Six toros de Loreto Charro Santos

Juan José Padilla: une oreille et une oreille après avis.
Manuel Escribaono: une oreille après avis et une oreille.
Tomas Campos une oreille après avis et deux oreilles après avis.

Les trois matadors et le mayoral de l'élevage sont sortis en triomphe.

A l'issue du paseo une minute d'applaudissements a célébré la mémoire d'Ivan Fandiño et celle des victimes de l'attentat de Barcelone.

Harmonieuse animation musicale de la peña "Al violin".

Ce fut une belle réussite à tout de point de vue. Il faut d'abord souligner la remarquable présentation du lot de Loreto Charro très charpentés et armés très sérieusement à l'instar du troisième. Le cinquième un ton au-dessous. Même si l'ensemble ne s'est pas distingué sous la pique, seul le sixième en pendra deux, il a donné un jeu spectaculaire sous les leurres: capes et muletas. Il y eut de la franche noblesse mais aussi de la complication, du vice, du danger soulignés par des silences émouvants du public. Le quatrième était le toro de la course. Il alla de menos à mas, terminant très fort.

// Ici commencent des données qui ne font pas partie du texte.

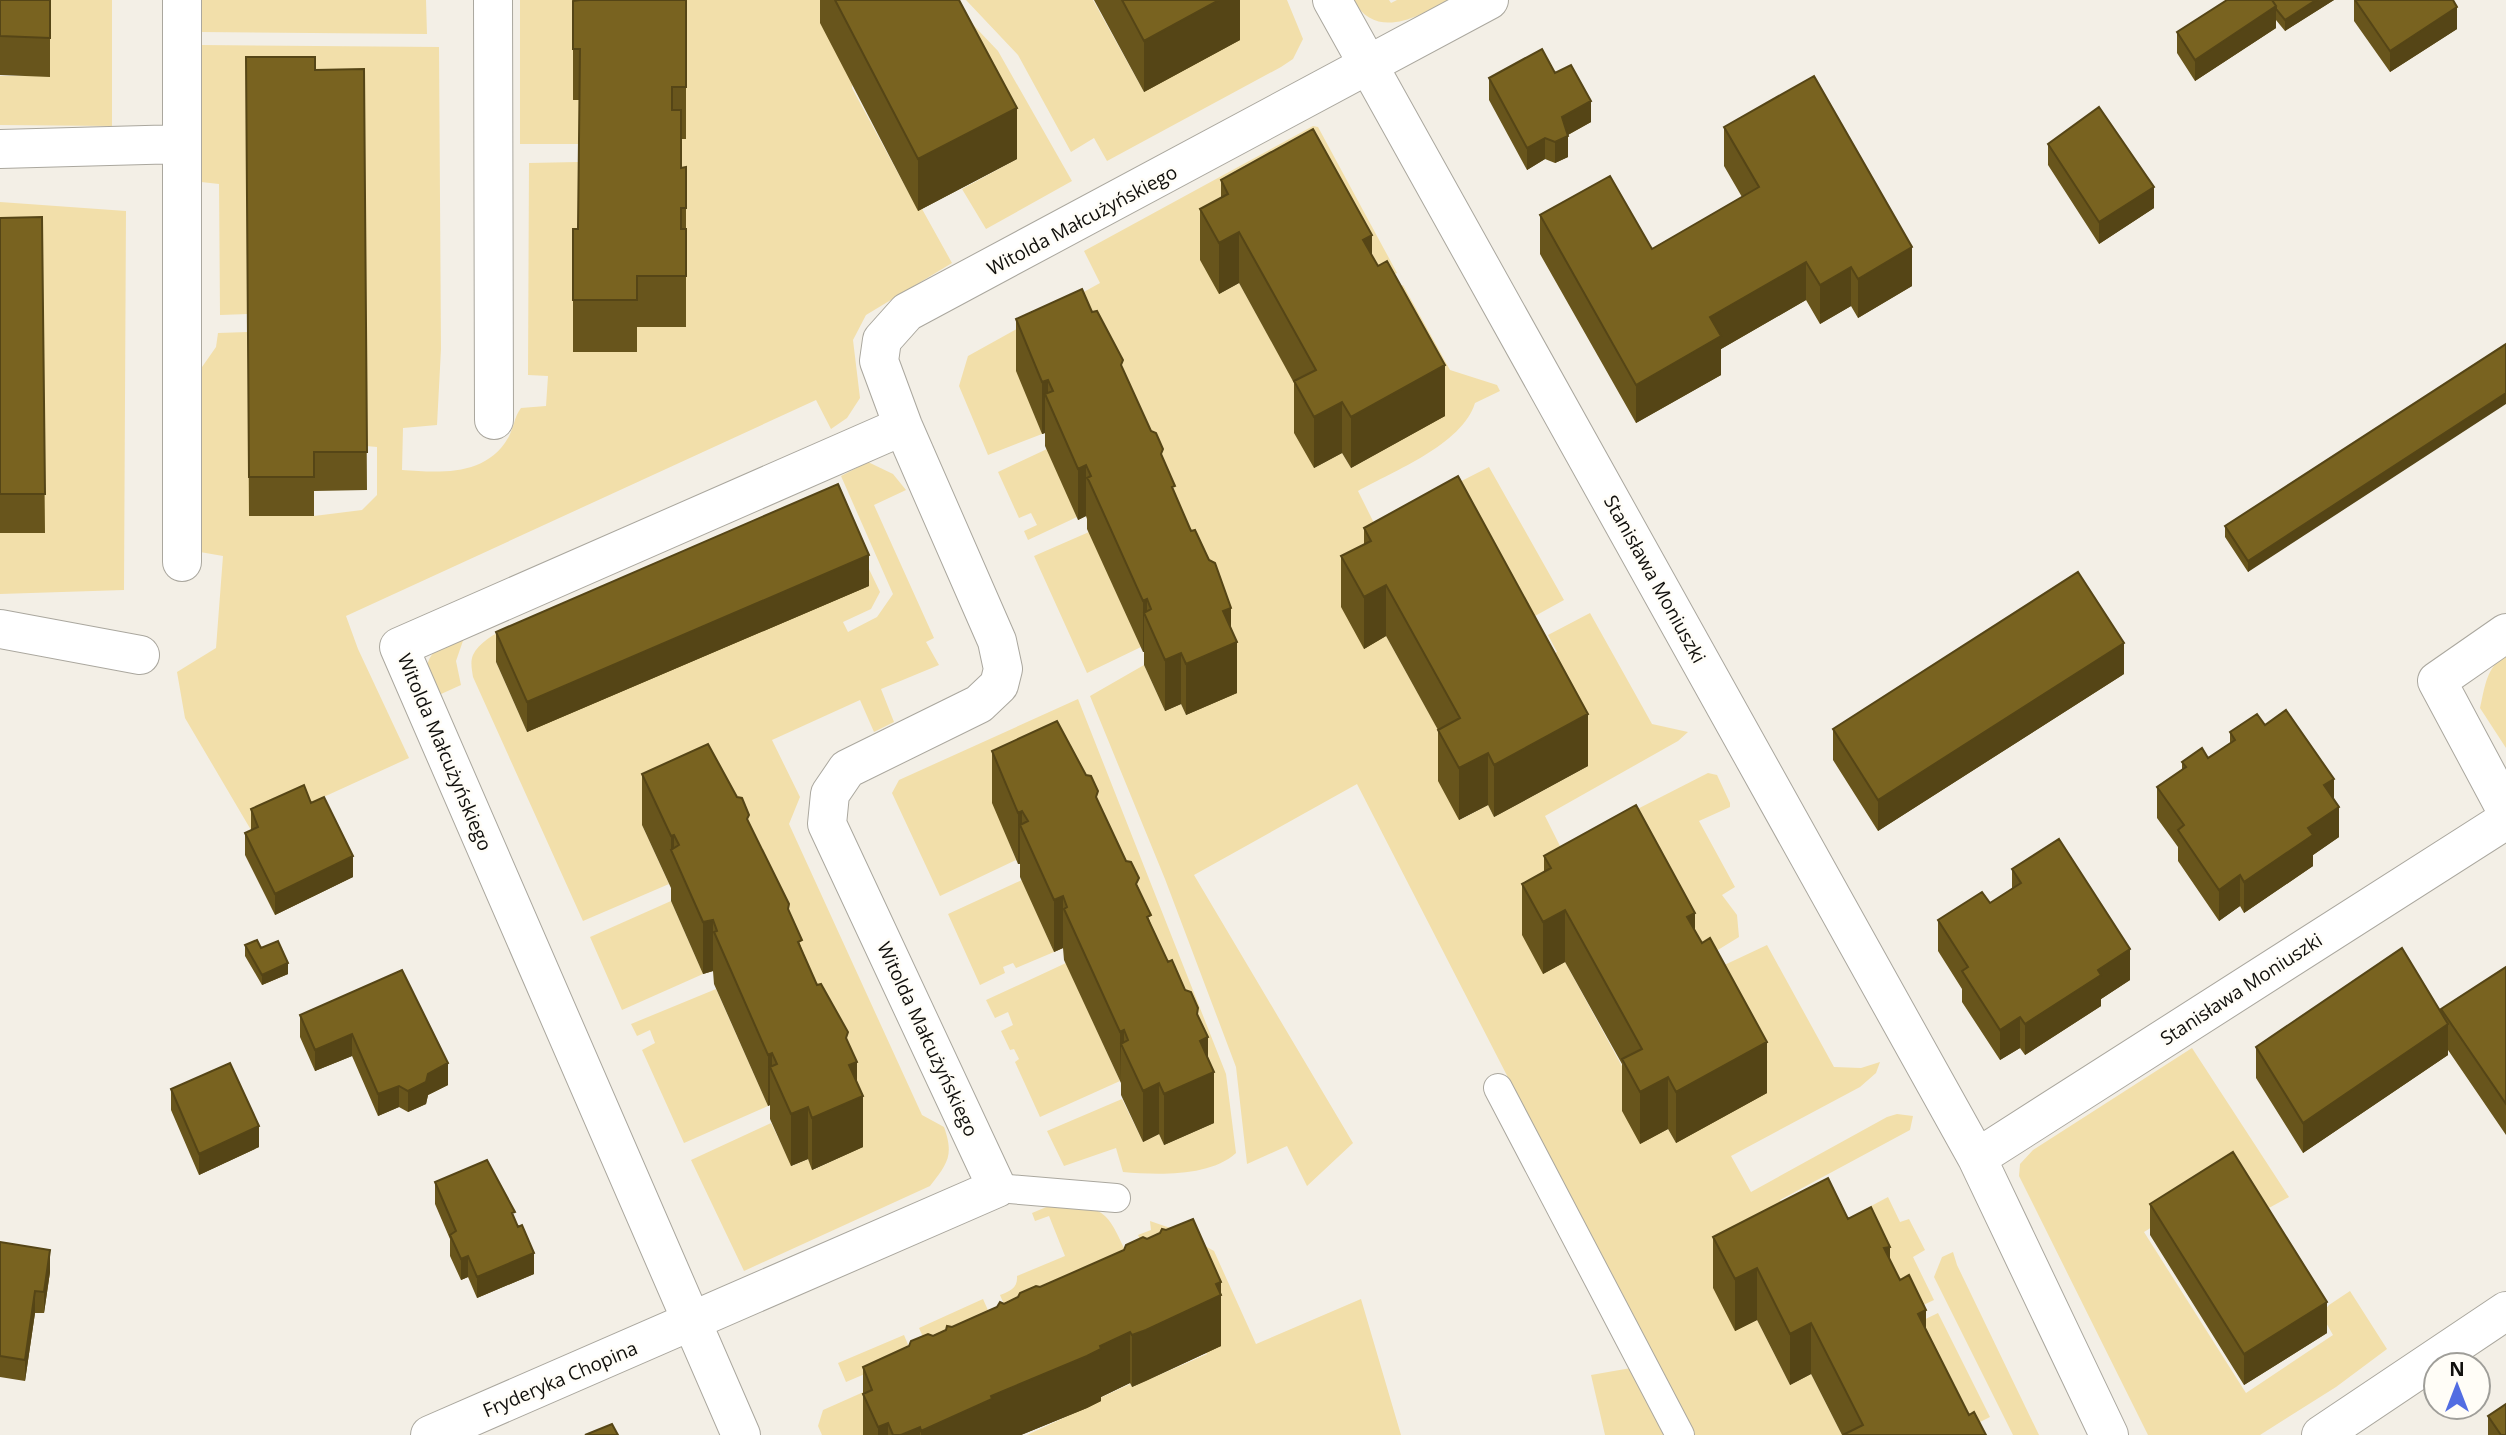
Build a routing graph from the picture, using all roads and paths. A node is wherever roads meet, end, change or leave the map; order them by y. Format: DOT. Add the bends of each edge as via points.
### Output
graph roads {
  1 [pos="182,0"];
  2 [pos="493,0"];
  3 [pos="1332,0"];
  4 [pos="1489,0"];
  5 [pos="1369,66"];
  6 [pos="182,144"];
  7 [pos="0,149"];
  8 [pos="494,419"];
  9 [pos="902,426"];
  10 [pos="182,562"];
  11 [pos="0,629"];
  12 [pos="2506,633"];
  13 [pos="140,655"];
  14 [pos="2506,810"];
  15 [pos="2506,820"];
  16 [pos="1498,1088"];
  17 [pos="1977,1158"];
  18 [pos="997,1188"];
  19 [pos="1116,1198"];
  20 [pos="2506,1311"];
  21 [pos="690,1322"];
  22 [pos="430,1435"];
  23 [pos="741,1435"];
  24 [pos="1679,1435"];
  25 [pos="2109,1435"];
  26 [pos="2321,1435"];
  1 -- 6 [label="street"];
  2 -- 8 [label="street"];
  3 -- 5 [label="street, Stanisława Moniuszki"];
  4 -- 5 [label="street, Witolda Małcużyńskiego"];
  5 -- 9 [label="street, Witolda Małcużyńskiego" via="907,312 882,340 879,361"];
  5 -- 17 [label="street, Stanisława Moniuszki"];
  6 -- 7 [label="street"];
  6 -- 10 [label="street"];
  9 -- 18 [label="street, Witolda Małcużyńskiego" via="998,641 1003,669 999,685 979,704 847,769 830,794 828,824"];
  9 -- 21 [label="street, Witolda Małcużyńskiego" via="399,646"];
  11 -- 13 [label="street"];
  12 -- 14 [label="street" via="2437,681"];
  15 -- 17 [label="street, Stanisława Moniuszki"];
  16 -- 24 [label="lane"];
  17 -- 25 [label="street, Stanisława Moniuszki"];
  18 -- 19 [label="lane"];
  18 -- 21 [label="street"];
  20 -- 26 [label="street"];
  21 -- 22 [label="street, Fryderyka Chopina"];
  21 -- 23 [label="street, Witolda Małcużyńskiego"];
}
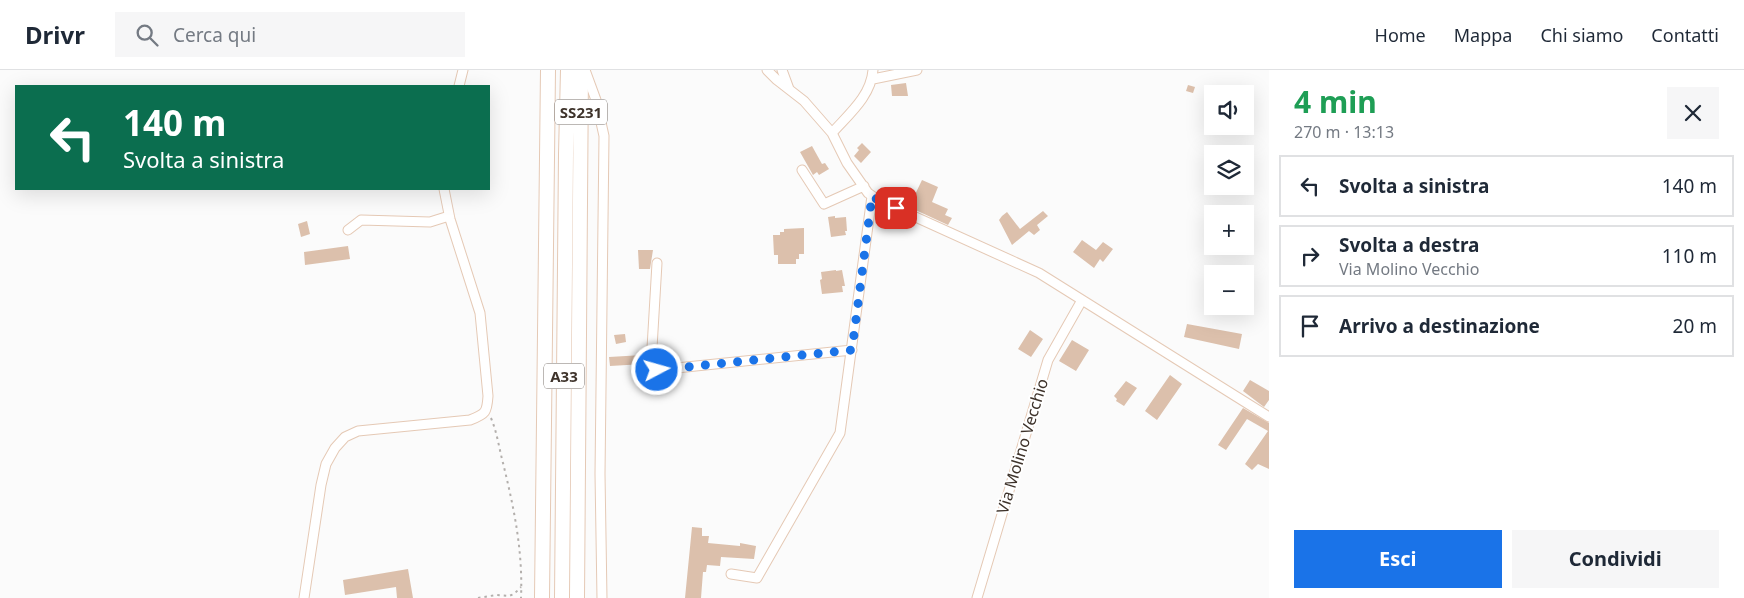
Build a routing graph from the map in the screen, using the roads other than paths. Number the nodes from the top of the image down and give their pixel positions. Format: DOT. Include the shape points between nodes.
graph roads {
  1 [pos="463,70"];
  2 [pos="548,70"];
  3 [pos="568,70"];
  4 [pos="581,70"];
  5 [pos="586,70"];
  6 [pos="767,70"];
  7 [pos="782,70"];
  8 [pos="917,70"];
  9 [pos="873,75"];
  10 [pos="459,85"];
  11 [pos="789,90"];
  12 [pos="832,133"];
  13 [pos="566,154"];
  14 [pos="581,154"];
  15 [pos="802,170"];
  16 [pos="864,186"];
  17 [pos="444,190"];
  18 [pos="872,196"];
  19 [pos="449,216"];
  20 [pos="348,230"];
  21 [pos="657,263"];
  22 [pos="1082,300"];
  23 [pos="852,350"];
  24 [pos="1269,417"];
  25 [pos="731,574"];
  26 [pos="304,598"];
  27 [pos="542,598"];
  28 [pos="562,598"];
  29 [pos="577,598"];
  30 [pos="602,598"];
  31 [pos="977,598"];
  1 -- 10 [label="street"];
  2 -- 27 [label="highway"];
  3 -- 13 [label="highway, SS231"];
  4 -- 14 [label="highway, SS231"];
  5 -- 30 [label="street" via="604,136 600,474"];
  6 -- 11 [label="street"];
  7 -- 11 [label="street"];
  8 -- 9 [label="street"];
  9 -- 12 [label="street" via="863,99"];
  11 -- 12 [label="street" via="804,101"];
  12 -- 16 [label="street" via="847,163"];
  13 -- 28 [label="highway, A33"];
  14 -- 29 [label="highway, A33"];
  15 -- 16 [label="street" via="824,204"];
  16 -- 18 [label="street"];
  17 -- 19 [label="street"];
  18 -- 22 [label="street" via="1020,263"];
  18 -- 23 [label="street"];
  19 -- 20 [label="street" via="430,222 361,220"];
  19 -- 26 [label="street" via="480,313 487,409 482,416 470,420 358,431 345,437 326,464"];
  21 -- 23 [label="street" via="651,365 657,370"];
  22 -- 24 [label="street"];
  22 -- 31 [label="street, Via Molino Vecchio" via="1048,360"];
  23 -- 25 [label="street" via="840,434 756,578"];
}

Devant ce "Panojero" on vit les limites de Padilla, le Cyclone de Jerez cherchant plus les effets superficiels que la profondeur. Torero populaire -c'est une qualité-, Juan José peut être aussi populiste... par conséquent superficiel et un tantinet vulgaire. Il eut du mal à la mort et malgré un bajonazo obtint une oreille demandée essentiellement par son péon. Eso no! Ce fut la seule fausse note du jour. Il avait au par avant parfaitement bien banderillé faisant lever l'arène pour trois paires ajustées et sans chichi. Le tambour major s'éteindra trop rapidement pour que la faena prenne son envol. Padilla superficiel le tua bien et partit pour un tour de piste triomphal son drapeau de corsaire à la main. Ce type a un charisme extraordinaire... et le spectacle est là justement, même s'il n'est guère orthodoxe.

Beaucoup de sérieux et d'application dans la tauromachie de Manuel Escribano. Certes il se ressent encore de sa gravissime blessure on l'a vu aux banderilles mais muleta en main il n'a rien perdu de ses qualités. Il s'est arrimé comme à Madrid devant son premier: un client aux intentions peu claires. Il a su bâtir pierre à pierre un trasteo sérieux, sans jamais rien lui céder. Ce fut une dure confrontation et il gagna la partie. Le quatrième, soso, manquait d'expression, la faena du torero de Gerena en souffrit car il n'est jamais aussi bon que dans les combats rugueux. Néanmoins, il tua d'un estoconazo d'effet rapide et ce beau coup de rapière lui valut une récompense.

Gardons le meilleur pour la fin: la prestation remarquable de Tomas Campos; le riojano héritant des deux toros les plus offensifs de la tarde -le premier, attention! un tio! Le jeune homme ne se dégonfla pas et avec beaucoup de sang-froid, sans jamais céder un pouce de terrain, il imposa sa loi. Au contraire de Padilla sa tauromachie est élégante, fine, rythmée. Elle est aussi centrée: l'homme montant en permanence à la corne contraire. Toreo de verdad, semblable à celle du meilleur de Diego Urdiales -à ses côtés dans le callejon- avec plus de constance, de permanence car ce n'est pas une ou plusieurs séries plus ou moins isolées qui étaient proposées mais un ensemble cohérent et, pour ce qui concerne son deuxième passage, un travail de haut vol, ciselé, sans déchet qui porta, par sa classe et son élégance, sur un public attentif et réceptif aussi à cette dimension artistique. En effet, la tauromachie de Tomas Campos par sa fermeté, son charme, son exigence passe la rampe et porte sur les tendidos elle aussi. Le public mimizanais a su voir et il a fit preuve ainsi de maturité.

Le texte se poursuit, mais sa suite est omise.